Topic interessant, mais il faut bien voir qu´il n´ouvre pas le débat. De plus, la majorité des changements abordés sont inexorable dans le cadre d´un traité de ce type, il n´y a pas lieu d´en discuter ni de pencher pour le oui ou le non à la suite de leur lecture, comme le suggèrait l´auteur de ce sujet. Certains changements institutionnels sont symbolique et l´on ne s´en plaindra pas, du moins les pro-européens ( pas les pro-constitution evidemment ) , car ils permettent de développer un " esprit européen " outrepassant les désormais vétustes Etats-nations et le patriotisme dangereux qu´ils engrangent. A noter qu´une identité européenne est mise en exergue ces derniers-temps et qu´elle à tendance à s´ancrer dans les esprits. Ainsi ces changements symboliques sont primordiaux, les dénigrer serait malvenu.

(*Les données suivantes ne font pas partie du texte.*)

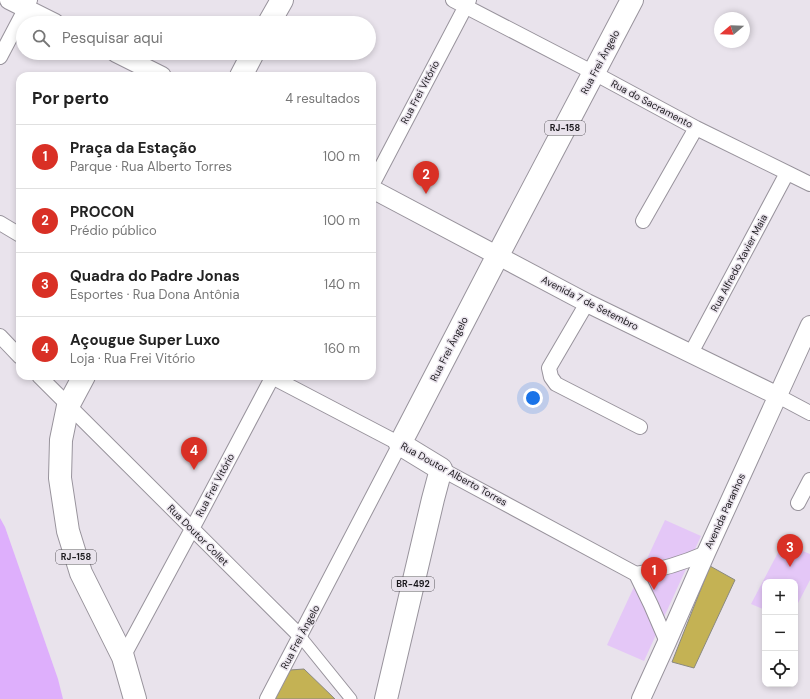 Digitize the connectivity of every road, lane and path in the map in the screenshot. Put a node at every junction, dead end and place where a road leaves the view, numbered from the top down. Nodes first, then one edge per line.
1 (9, 0) edge
2 (282, 0) edge
3 (632, 0) edge
4 (462, 2) edge
5 (28, 4) edge
6 (22, 16) edge
7 (45, 16) edge
8 (273, 16) edge
9 (16, 27) edge
10 (0, 57) edge
11 (130, 60) edge
12 (249, 60) edge
13 (154, 72) edge
14 (243, 72) edge
15 (594, 73) junction
16 (696, 128) junction
17 (787, 172) junction
18 (376, 177) edge
19 (810, 184) edge
20 (376, 191) edge
21 (643, 221) dead end
22 (0, 223) edge
23 (16, 232) edge
24 (498, 255) junction
25 (587, 303) junction
26 (810, 325) edge
27 (0, 336) edge
28 (16, 353) edge
29 (691, 353) junction
30 (43, 380) edge
31 (82, 380) edge
32 (270, 380) edge
33 (280, 380) edge
34 (778, 396) junction
35 (68, 406) junction
36 (810, 413) edge
37 (640, 427) dead end
38 (400, 444) junction
39 (441, 469) junction
40 (810, 480) edge
41 (798, 503) dead end
42 (192, 529) junction
43 (706, 553) junction
44 (636, 574) junction
45 (300, 636) junction
46 (667, 642) junction
47 (123, 657) junction
48 (135, 699) edge
49 (267, 699) edge
50 (351, 699) edge
51 (386, 699) edge
52 (641, 699) edge

1 - 5 street
2 - 8 main road
3 - 15 main road, Rua Frei Ângelo / RJ-158
4 - 15 street, Rua do Sacramento
4 - 18 street, Rua Frei Vitório
5 - 6 street
5 - 7 street
9 - 10 street
11 - 13 street
12 - 14 main road
15 - 16 street, Rua do Sacramento
15 - 24 main road, Rua Frei Ângelo / RJ-158
16 - 17 street, Rua do Sacramento
16 - 21 street
17 - 19 street, Rua do Sacramento
17 - 29 street, Rua Alfredo Xavier Maia
20 - 24 street, Avenida 7 de Setembro
22 - 23 street
24 - 25 street, Avenida 7 de Setembro
24 - 38 main road, Rua Frei Ângelo
25 - 29 street, Avenida 7 de Setembro
25 - 37 street
26 - 34 street, Avenida Paranhos
27 - 28 street
29 - 34 street, Avenida 7 de Setembro
30 - 35 street, Rua Doutor Collet
31 - 35 main road, RJ-158
32 - 42 street, Rua Frei Vitório
33 - 38 street, Rua Doutor Alberto Torres
34 - 36 street, Avenida 7 de Setembro
34 - 43 street, Avenida Paranhos
35 - 42 street, Rua Doutor Collet
35 - 47 main road, RJ-158
38 - 39 main road, Rua Doutor Alberto Torres
38 - 45 street, Rua Frei Ângelo
39 - 44 street, Rua Doutor Alberto Torres
39 - 51 main road, BR-492
40 - 41 street
42 - 45 street, Rua Doutor Collet
42 - 47 street, Rua Frei Vitório
43 - 44 street
43 - 46 street, Avenida Paranhos
44 - 46 street
45 - 49 street, Rua Frei Ângelo
45 - 50 street, Rua Doutor Collet
46 - 52 street, Avenida Paranhos
47 - 48 main road, RJ-158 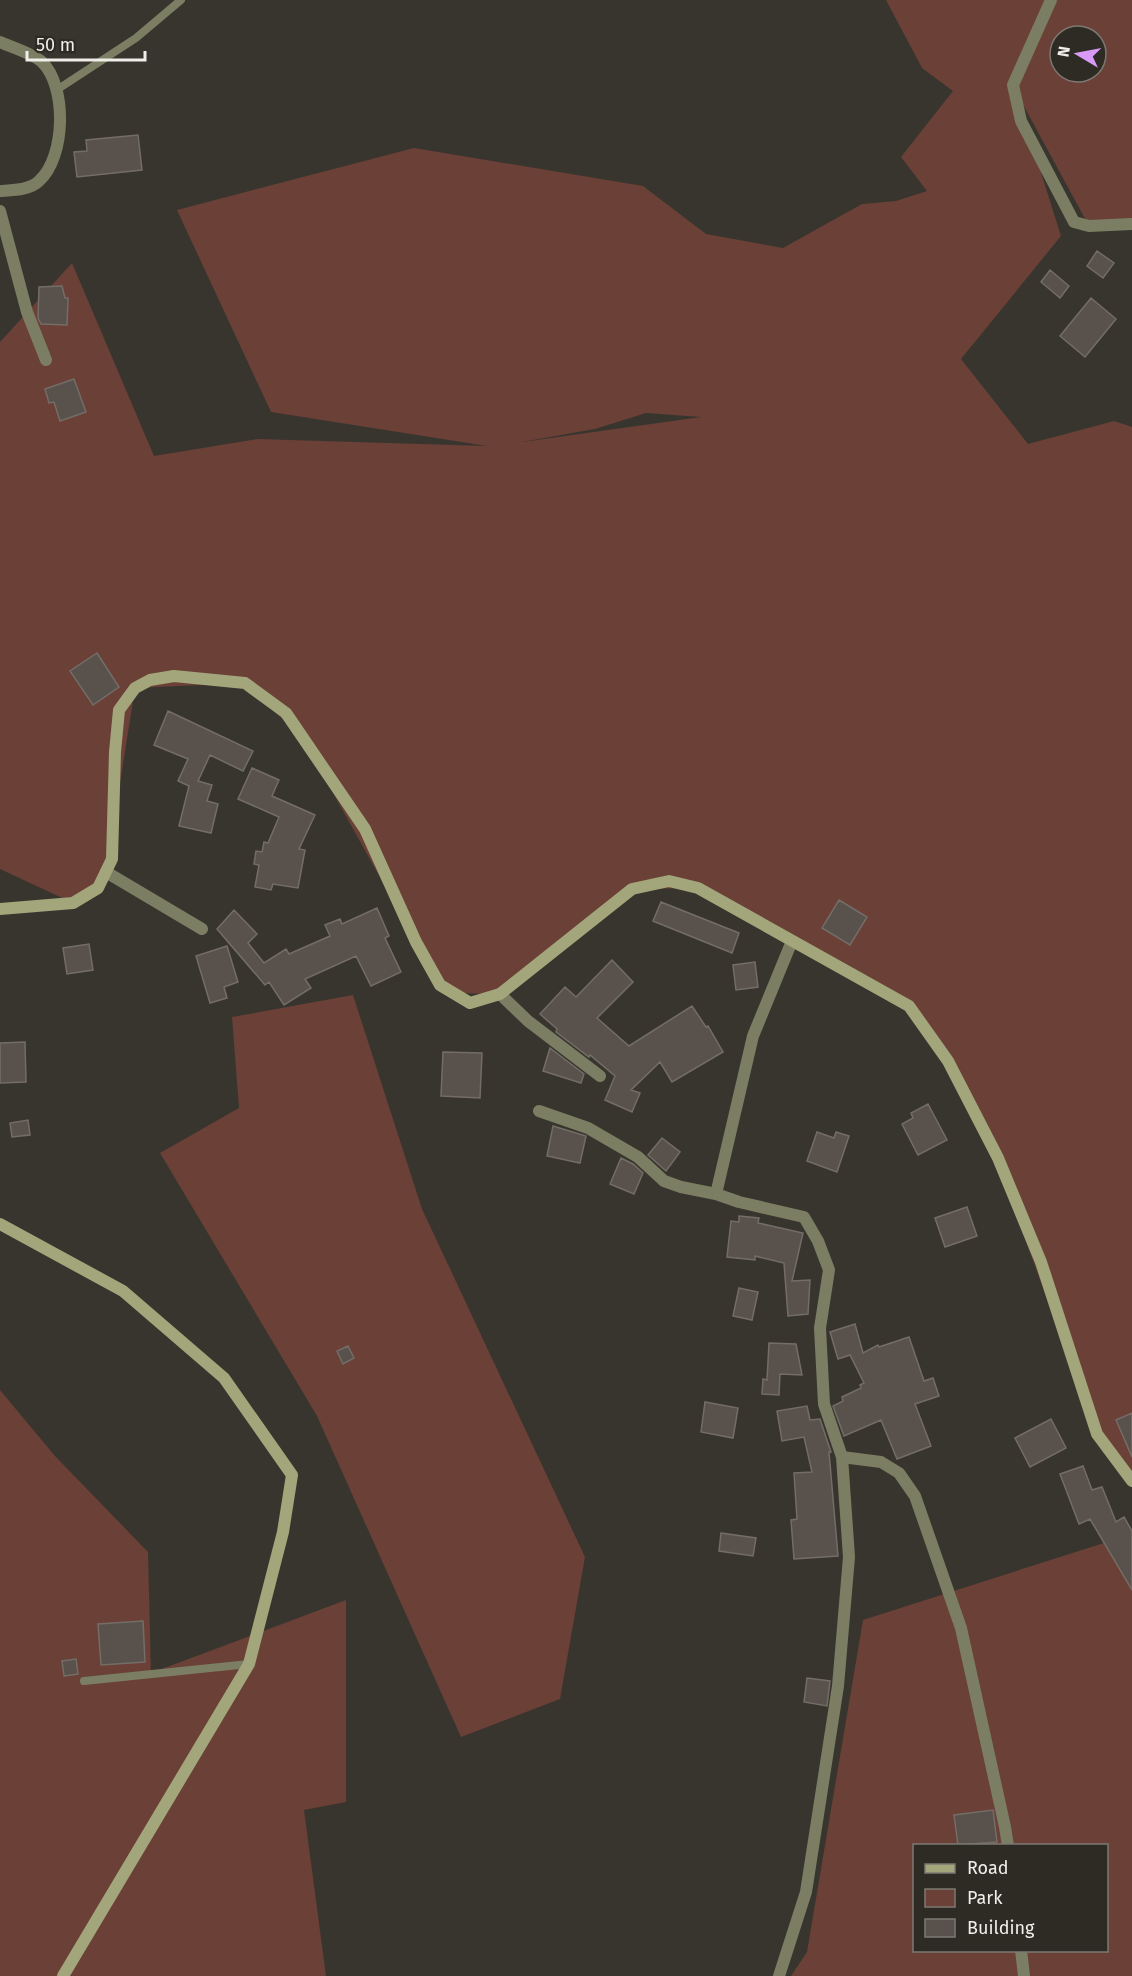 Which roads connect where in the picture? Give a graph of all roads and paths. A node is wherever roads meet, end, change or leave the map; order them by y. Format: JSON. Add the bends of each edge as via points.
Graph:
{"nodes":[{"id":1,"x":181,"y":0,"type":"edge"},
{"id":2,"x":1050,"y":0,"type":"edge"},
{"id":3,"x":0,"y":42,"type":"edge"},
{"id":4,"x":55,"y":91,"type":"junction"},
{"id":5,"x":0,"y":191,"type":"edge"},
{"id":6,"x":0,"y":211,"type":"edge"},
{"id":7,"x":1132,"y":224,"type":"edge"},
{"id":8,"x":46,"y":360,"type":"dead end"},
{"id":9,"x":106,"y":872,"type":"junction"},
{"id":10,"x":0,"y":909,"type":"edge"},
{"id":11,"x":202,"y":929,"type":"dead end"},
{"id":12,"x":792,"y":941,"type":"junction"},
{"id":13,"x":500,"y":994,"type":"junction"},
{"id":14,"x":600,"y":1076,"type":"dead end"},
{"id":15,"x":539,"y":1111,"type":"dead end"},
{"id":16,"x":716,"y":1194,"type":"junction"},
{"id":17,"x":0,"y":1224,"type":"edge"},
{"id":18,"x":842,"y":1457,"type":"junction"},
{"id":19,"x":1132,"y":1481,"type":"edge"},
{"id":20,"x":249,"y":1664,"type":"junction"},
{"id":21,"x":84,"y":1680,"type":"dead end"},
{"id":22,"x":1008,"y":1844,"type":"edge"},
{"id":23,"x":1021,"y":1952,"type":"edge"},
{"id":24,"x":63,"y":1976,"type":"edge"},
{"id":25,"x":779,"y":1976,"type":"edge"},
{"id":26,"x":1024,"y":1976,"type":"edge"}],
"edges":[{"from":1,"to":4,"type":"lane","via":[[136,38]]},
{"from":2,"to":7,"type":"street","via":[[1013,85],[1021,121],[1074,222],[1089,226]]},
{"from":3,"to":4,"type":"street","via":[[41,61]]},
{"from":4,"to":5,"type":"street","via":[[60,110],[59,144],[52,166],[30,187]]},
{"from":6,"to":8,"type":"street","via":[[27,312]]},
{"from":9,"to":10,"type":"street","via":[[98,888],[73,903]]},
{"from":9,"to":11,"type":"street"},
{"from":9,"to":13,"type":"street","via":[[112,859],[119,710],[135,688],[150,680],[174,676],[245,683],[286,713],[365,829],[440,985],[470,1003]]},
{"from":12,"to":13,"type":"street","via":[[698,888],[669,881],[632,889]]},
{"from":12,"to":16,"type":"street","via":[[753,1036]]},
{"from":12,"to":19,"type":"street","via":[[909,1006],[948,1061],[998,1158],[1041,1262],[1097,1434]]},
{"from":13,"to":14,"type":"street","via":[[528,1021]]},
{"from":15,"to":16,"type":"street","via":[[588,1128],[638,1157],[664,1181]]},
{"from":16,"to":18,"type":"street","via":[[804,1217],[818,1240],[829,1270],[820,1329],[824,1404]]},
{"from":17,"to":20,"type":"street","via":[[123,1291],[224,1378],[292,1475],[283,1532]]},
{"from":18,"to":22,"type":"street","via":[[881,1462],[900,1473],[915,1496],[961,1628]]},
{"from":18,"to":25,"type":"street","via":[[849,1557],[838,1686],[806,1892]]},
{"from":20,"to":21,"type":"lane"},
{"from":20,"to":24,"type":"street"},
{"from":23,"to":26,"type":"street"}]}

En revanche à propos de la présidence du Conseil, il faudrait analyser les pouvoirs qui lui sont conférés ainsi que ses devoirs. Dans quels secteurs agit-il ? Comment ?
Pour ce qui est du ministre des affaires étrangères. Ce ministre serait dans l´impasse lorsqu´il s´agirait de décisions en matière de politique étrangère, à cause de l´unanimité requise dans ce domaine. Le ministre n´a donc qu´à se plier aux extravagances ( nourries par des influences extérieures, les Etats-Unis pour ne pas les nommer ) des pays refusant l´avis majoritaire, et n´agira pas finalement ! Système bizarre où le Parlement et ce ministre sont mis à l´écart, au profit des écarts d´un ou de plusieurs pays.